- [MATERIAL PROVIDED]:
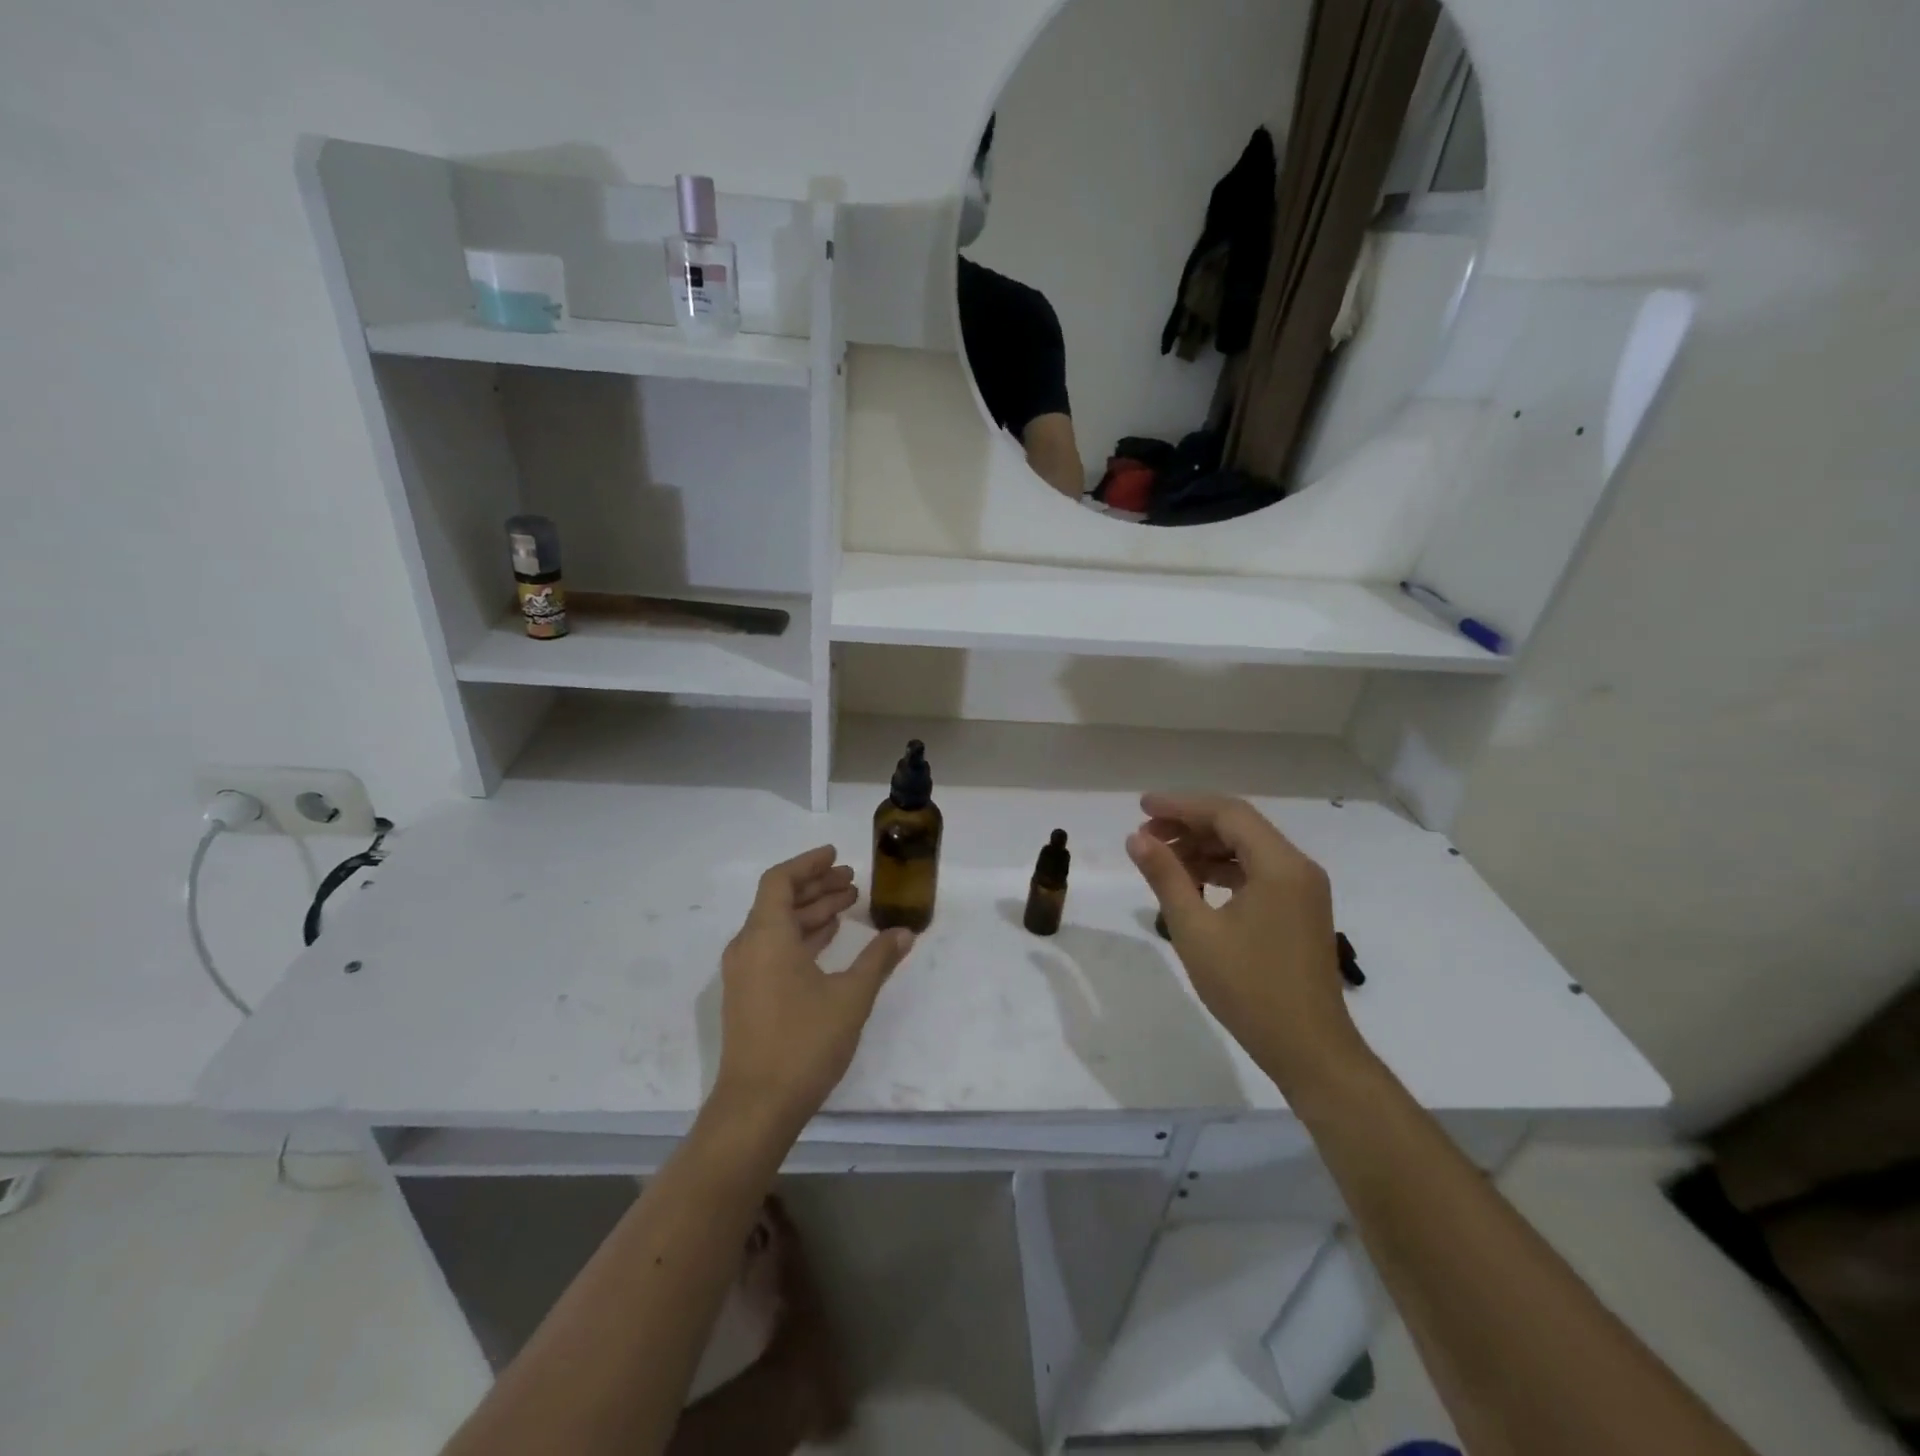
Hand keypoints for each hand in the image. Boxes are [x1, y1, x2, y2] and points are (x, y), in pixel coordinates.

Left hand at [712, 846, 915, 1131]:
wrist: (757, 1106)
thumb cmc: (804, 1042)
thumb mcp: (851, 997)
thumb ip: (878, 959)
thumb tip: (904, 932)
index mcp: (766, 936)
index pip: (781, 881)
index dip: (808, 864)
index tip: (837, 855)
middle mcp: (748, 947)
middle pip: (780, 901)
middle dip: (817, 887)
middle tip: (853, 881)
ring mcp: (745, 974)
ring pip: (778, 926)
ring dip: (812, 913)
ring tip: (849, 906)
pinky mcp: (748, 996)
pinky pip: (774, 949)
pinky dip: (801, 937)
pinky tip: (829, 941)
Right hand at [1125, 793, 1365, 1093]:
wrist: (1310, 1050)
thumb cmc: (1249, 989)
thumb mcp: (1196, 931)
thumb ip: (1166, 877)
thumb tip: (1137, 838)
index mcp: (1279, 865)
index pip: (1227, 814)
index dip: (1181, 805)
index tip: (1141, 807)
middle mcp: (1298, 867)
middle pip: (1239, 826)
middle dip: (1190, 825)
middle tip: (1145, 836)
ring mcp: (1303, 889)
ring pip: (1248, 848)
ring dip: (1205, 847)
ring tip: (1162, 858)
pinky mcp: (1301, 910)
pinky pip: (1258, 872)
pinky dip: (1223, 870)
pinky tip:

- [AIM OF THE TASK]: Which lines in the entries above contain "pinky"? Pull each of them out.

- [EXERCISE RESULT]:
pinky mcp: (748, 996)
pinky pip: (774, 949)
pinky dip: (801, 937)
pinky tip: (829, 941)
pinky mcp: (1301, 910)
pinky pip: (1258, 872)
pinky dip: (1223, 870)
pinky tip:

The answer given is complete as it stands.